#### [MATERIALS PROVIDED]
↓
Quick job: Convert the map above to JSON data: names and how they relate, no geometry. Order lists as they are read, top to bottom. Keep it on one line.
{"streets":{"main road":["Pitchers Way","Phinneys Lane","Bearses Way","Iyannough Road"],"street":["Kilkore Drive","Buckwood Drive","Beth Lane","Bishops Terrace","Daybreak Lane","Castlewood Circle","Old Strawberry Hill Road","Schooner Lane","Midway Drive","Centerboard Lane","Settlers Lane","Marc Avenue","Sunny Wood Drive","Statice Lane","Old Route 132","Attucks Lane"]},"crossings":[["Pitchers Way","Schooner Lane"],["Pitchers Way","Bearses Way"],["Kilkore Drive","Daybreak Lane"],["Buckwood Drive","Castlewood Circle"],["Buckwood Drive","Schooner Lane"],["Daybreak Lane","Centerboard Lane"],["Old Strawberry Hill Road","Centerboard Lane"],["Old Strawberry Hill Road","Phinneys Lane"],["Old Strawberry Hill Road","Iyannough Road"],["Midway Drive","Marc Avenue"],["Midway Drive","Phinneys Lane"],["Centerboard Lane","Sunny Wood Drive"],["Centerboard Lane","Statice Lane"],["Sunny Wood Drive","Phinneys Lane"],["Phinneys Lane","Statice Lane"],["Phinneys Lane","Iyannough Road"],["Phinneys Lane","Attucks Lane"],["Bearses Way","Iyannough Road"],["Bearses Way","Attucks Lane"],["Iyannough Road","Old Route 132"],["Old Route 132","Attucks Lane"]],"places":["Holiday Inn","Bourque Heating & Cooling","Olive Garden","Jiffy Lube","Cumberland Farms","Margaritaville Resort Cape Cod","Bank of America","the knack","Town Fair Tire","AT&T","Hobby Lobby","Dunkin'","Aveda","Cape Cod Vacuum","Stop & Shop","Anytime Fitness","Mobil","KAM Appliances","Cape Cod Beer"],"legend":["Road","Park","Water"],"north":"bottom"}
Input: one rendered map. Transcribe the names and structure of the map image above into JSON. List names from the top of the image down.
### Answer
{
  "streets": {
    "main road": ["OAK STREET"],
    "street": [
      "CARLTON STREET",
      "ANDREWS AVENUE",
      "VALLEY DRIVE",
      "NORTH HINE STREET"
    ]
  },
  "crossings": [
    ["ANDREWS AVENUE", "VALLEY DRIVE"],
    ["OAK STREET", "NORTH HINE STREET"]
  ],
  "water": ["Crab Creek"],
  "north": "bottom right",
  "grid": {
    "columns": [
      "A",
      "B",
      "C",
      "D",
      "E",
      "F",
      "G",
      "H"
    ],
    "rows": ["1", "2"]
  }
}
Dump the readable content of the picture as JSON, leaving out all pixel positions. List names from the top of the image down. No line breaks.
↑
#### [TASK DESCRIPTION]
What is needed is an exact reproduction of the data.

#### [RESPONSE TO THIS EXERCISE]
Quick job: Convert the map above to JSON data: names and how they relate, no geometry. Order lists as they are read, top to bottom. Keep it on one line.
{"streets":{"main road":["Pitchers Way","Phinneys Lane","Bearses Way","Iyannough Road"],"street":["Kilkore Drive","Buckwood Drive","Beth Lane","Bishops Terrace","Daybreak Lane","Castlewood Circle","Old Strawberry Hill Road","Schooner Lane","Midway Drive","Centerboard Lane","Settlers Lane","Marc Avenue","Sunny Wood Drive","Statice Lane","Old Route 132","Attucks Lane"]},"crossings":[["Pitchers Way","Schooner Lane"],["Pitchers Way","Bearses Way"],["Kilkore Drive","Daybreak Lane"],["Buckwood Drive","Castlewood Circle"],["Buckwood Drive","Schooner Lane"],["Daybreak Lane","Centerboard Lane"],["Old Strawberry Hill Road","Centerboard Lane"],["Old Strawberry Hill Road","Phinneys Lane"],["Old Strawberry Hill Road","Iyannough Road"],["Midway Drive","Marc Avenue"],["Midway Drive","Phinneys Lane"],["Centerboard Lane","Sunny Wood Drive"],["Centerboard Lane","Statice Lane"],["Sunny Wood Drive","Phinneys Lane"],["Phinneys Lane","Statice Lane"],["Phinneys Lane","Iyannough Road"],["Phinneys Lane","Attucks Lane"],["Bearses Way","Iyannough Road"],["Bearses Way","Attucks Lane"],["Iyannough Road","Old Route 132"],["Old Route 132","Attucks Lane"]],"places":["Holiday Inn","Bourque Heating & Cooling","Olive Garden","Jiffy Lube","Cumberland Farms","Margaritaville Resort Cape Cod","Bank of America","the knack","Town Fair Tire","AT&T","Hobby Lobby","Dunkin'","Aveda","Cape Cod Vacuum","Stop & Shop","Anytime Fitness","Mobil","KAM Appliances","Cape Cod Beer"],"legend":["Road","Park","Water"],"north":"bottom"}
Input: one rendered map. Transcribe the names and structure of the map image above into JSON. List names from the top of the image down.
### Answer
{
  "streets": {
    "main road": ["OAK STREET"],
    "street": [
      "CARLTON STREET",
      "ANDREWS AVENUE",
      "VALLEY DRIVE",
      "NORTH HINE STREET"
    ]
  },
  "crossings": [
    ["ANDREWS AVENUE", "VALLEY DRIVE"],
    ["OAK STREET", "NORTH HINE STREET"]
  ],
  "water": ["Crab Creek"],
  "north": "bottom right",
  "grid": {
    "columns": [
      "A",
      "B",
      "C",
      "D",
      "E",
      "F",
      "G",
      "H"
    ],
    "rows": ["1", "2"]
  }
}
Dump the readable content of the picture as JSON, leaving out all pixel positions. List names from the top of the image down. No line breaks.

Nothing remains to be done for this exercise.